2. Sample size used for the test set and the data provenance

• Test Set Sample Size: Not explicitly stated numerically. The testing was performed on "test units representative of finished devices." This typically implies a limited number of samples for mechanical testing, not a large patient cohort.
• Data Provenance: The testing was "nonclinical," meaning it was conducted in a lab environment on bone analog material, not on human patients. The country of origin for the testing data is not specified but would likely be the USA where First Ray LLC is located. The study was essentially prospective in terms of the specific devices being manufactured and tested.

3. Number of experts used to establish the ground truth for the test set and the qualifications of those experts

• This question is not applicable. There was no clinical ground truth established by experts for this nonclinical mechanical testing. The "ground truth" for mechanical testing is derived from established engineering principles and material science standards.

4. Adjudication method for the test set

• This question is not applicable. There was no expert "adjudication" in the sense of clinical review or diagnosis. Mechanical testing results are typically analyzed against predefined engineering specifications.

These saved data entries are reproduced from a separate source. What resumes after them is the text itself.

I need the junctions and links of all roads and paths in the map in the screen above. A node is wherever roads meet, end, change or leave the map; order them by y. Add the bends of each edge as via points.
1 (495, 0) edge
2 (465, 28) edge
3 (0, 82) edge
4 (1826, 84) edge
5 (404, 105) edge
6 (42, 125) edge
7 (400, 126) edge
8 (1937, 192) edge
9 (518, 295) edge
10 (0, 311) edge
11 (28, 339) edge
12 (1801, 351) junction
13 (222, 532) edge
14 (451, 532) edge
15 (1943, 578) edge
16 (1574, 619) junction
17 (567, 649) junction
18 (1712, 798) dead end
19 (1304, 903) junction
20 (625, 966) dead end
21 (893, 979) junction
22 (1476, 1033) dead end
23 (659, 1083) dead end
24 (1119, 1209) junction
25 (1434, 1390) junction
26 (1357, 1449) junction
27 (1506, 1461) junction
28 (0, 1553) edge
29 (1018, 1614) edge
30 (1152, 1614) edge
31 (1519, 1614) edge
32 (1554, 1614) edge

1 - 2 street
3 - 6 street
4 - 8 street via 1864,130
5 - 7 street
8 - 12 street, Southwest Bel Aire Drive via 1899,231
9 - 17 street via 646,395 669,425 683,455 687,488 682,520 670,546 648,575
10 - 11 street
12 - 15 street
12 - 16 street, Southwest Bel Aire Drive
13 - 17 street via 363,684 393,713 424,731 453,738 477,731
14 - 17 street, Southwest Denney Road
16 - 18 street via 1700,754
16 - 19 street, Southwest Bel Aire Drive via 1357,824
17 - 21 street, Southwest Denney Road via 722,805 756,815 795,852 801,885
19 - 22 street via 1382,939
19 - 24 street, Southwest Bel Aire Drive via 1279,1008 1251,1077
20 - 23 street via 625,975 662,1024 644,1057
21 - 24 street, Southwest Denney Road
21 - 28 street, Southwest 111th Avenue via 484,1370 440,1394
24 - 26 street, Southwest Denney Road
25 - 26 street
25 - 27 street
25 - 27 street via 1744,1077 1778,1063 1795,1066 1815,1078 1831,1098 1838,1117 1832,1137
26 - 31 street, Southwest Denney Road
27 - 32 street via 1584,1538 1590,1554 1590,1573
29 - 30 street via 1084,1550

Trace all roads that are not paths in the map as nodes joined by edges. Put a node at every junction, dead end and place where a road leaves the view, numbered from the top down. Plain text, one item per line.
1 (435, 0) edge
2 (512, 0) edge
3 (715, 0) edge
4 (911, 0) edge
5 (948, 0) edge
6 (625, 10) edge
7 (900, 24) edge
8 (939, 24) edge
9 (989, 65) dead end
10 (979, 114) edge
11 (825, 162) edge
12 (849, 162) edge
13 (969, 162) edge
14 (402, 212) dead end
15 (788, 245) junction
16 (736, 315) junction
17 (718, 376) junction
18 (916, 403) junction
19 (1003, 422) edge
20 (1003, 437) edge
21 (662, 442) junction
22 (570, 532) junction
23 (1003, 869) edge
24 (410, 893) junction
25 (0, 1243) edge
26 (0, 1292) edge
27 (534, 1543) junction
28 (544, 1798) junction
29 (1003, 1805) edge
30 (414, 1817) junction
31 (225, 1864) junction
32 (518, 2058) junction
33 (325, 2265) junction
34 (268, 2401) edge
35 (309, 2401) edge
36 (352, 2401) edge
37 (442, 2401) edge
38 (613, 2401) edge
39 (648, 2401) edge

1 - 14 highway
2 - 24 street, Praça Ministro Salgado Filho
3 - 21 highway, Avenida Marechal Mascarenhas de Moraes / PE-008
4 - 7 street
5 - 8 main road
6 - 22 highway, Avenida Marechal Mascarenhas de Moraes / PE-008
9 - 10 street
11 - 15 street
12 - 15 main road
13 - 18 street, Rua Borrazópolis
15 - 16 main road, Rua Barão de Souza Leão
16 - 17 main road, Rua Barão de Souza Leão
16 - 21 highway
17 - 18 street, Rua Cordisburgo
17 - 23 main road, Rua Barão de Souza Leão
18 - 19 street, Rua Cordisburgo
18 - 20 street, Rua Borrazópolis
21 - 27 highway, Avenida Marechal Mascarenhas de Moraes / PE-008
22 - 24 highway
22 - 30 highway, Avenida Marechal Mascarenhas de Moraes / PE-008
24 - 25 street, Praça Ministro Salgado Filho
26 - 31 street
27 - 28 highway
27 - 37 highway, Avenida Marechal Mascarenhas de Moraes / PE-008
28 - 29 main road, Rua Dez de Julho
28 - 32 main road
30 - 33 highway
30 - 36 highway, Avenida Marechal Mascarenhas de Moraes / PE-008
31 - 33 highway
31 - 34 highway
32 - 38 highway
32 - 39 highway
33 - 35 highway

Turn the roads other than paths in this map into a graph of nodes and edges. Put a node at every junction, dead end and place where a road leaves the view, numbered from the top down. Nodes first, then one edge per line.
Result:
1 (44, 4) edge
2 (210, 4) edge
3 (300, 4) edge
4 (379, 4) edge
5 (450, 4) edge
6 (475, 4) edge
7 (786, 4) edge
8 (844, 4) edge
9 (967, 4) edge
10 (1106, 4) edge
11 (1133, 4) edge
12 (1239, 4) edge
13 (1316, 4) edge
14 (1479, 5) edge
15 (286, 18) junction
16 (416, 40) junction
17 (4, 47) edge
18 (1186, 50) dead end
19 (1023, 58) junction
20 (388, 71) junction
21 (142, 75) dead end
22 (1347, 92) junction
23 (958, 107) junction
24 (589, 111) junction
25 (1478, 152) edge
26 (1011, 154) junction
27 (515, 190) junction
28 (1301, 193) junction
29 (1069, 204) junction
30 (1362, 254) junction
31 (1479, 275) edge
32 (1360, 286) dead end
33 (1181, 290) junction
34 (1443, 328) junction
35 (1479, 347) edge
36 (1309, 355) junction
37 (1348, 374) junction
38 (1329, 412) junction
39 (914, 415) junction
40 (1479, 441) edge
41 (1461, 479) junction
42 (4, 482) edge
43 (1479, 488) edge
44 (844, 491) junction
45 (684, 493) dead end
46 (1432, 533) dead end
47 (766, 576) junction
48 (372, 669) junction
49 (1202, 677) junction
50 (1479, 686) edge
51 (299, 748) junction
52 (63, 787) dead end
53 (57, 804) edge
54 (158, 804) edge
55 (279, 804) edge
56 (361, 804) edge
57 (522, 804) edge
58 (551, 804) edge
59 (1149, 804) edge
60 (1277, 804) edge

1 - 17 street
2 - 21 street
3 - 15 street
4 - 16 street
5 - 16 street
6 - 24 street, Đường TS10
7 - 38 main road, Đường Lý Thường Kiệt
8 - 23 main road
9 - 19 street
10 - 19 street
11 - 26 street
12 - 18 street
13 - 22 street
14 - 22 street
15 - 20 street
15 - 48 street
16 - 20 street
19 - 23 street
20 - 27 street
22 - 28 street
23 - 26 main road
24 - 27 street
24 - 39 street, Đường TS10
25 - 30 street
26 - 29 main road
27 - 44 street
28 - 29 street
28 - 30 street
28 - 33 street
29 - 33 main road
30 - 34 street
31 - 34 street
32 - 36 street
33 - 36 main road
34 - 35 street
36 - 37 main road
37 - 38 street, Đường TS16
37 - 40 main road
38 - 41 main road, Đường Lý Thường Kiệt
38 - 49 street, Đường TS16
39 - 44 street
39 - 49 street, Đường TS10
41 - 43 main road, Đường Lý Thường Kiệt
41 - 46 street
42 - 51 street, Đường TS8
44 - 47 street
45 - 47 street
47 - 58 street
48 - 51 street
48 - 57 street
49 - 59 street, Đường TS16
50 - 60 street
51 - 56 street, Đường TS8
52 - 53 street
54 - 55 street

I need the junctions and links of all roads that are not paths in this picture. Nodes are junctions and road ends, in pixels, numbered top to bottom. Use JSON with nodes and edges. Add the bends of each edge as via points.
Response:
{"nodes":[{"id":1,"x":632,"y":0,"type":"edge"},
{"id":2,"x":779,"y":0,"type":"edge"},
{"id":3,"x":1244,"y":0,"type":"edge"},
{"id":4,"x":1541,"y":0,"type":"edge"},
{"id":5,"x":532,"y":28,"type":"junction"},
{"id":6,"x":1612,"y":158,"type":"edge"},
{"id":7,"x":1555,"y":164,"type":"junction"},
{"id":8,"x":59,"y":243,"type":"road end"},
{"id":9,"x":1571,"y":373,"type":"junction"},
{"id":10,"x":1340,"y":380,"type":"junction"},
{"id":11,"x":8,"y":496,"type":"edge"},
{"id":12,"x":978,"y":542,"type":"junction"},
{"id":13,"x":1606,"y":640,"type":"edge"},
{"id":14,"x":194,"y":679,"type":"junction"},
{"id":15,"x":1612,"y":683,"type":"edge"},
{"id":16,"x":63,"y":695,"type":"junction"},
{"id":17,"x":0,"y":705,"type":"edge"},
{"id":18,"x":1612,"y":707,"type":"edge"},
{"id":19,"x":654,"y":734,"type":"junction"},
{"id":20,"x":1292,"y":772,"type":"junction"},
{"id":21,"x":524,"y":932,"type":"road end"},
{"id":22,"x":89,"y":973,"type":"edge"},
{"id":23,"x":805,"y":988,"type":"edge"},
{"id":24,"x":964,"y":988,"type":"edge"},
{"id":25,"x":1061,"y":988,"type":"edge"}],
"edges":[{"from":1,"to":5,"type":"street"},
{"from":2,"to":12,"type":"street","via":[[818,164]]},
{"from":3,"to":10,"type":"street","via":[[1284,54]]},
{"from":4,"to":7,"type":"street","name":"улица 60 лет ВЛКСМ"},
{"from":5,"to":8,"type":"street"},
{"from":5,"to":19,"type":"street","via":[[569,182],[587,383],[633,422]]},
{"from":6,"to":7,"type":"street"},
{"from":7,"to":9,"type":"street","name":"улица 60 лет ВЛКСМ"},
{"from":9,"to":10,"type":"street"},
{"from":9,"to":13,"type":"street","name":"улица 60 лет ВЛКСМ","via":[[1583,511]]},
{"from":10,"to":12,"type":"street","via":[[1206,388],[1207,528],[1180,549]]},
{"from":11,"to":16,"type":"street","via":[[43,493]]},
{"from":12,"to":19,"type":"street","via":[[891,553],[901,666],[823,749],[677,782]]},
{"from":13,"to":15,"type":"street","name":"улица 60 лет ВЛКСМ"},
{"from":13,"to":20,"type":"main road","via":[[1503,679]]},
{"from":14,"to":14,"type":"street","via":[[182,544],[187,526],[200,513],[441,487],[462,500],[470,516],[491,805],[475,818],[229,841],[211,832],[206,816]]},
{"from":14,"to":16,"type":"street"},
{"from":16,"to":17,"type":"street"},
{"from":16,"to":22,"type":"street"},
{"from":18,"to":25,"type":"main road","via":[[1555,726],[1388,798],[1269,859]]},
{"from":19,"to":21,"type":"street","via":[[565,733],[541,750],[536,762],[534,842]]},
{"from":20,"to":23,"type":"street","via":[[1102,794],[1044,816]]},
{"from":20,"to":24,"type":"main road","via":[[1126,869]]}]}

5. If a multi reader multi case (MRMC) comparative effectiveness study was done, If so, what was the effect size of how much human readers improve with AI vs without AI assistance

• No MRMC clinical study was performed, as the device is a bone fixation system and not an AI/ML diagnostic or assistive tool for human readers.

6. If a standalone (i.e. algorithm only without human-in-the-loop performance) was done

• This question is not applicable. The device is a physical medical implant, not an algorithm.

7. The type of ground truth used

• The "ground truth" for this device's evaluation was mechanical performance data gathered through specific engineering tests (torsion and static pullout) in a bone analog environment, compared against the known performance characteristics of the predicate device (Synthes Cortex Screws). It is not expert consensus, pathology, or outcomes data.

8. The sample size for the training set

• This question is not applicable. There was no "training set" as this is not an AI/ML device.

9. How the ground truth for the training set was established

• This question is not applicable. There was no "training set" or corresponding ground truth for an AI/ML context.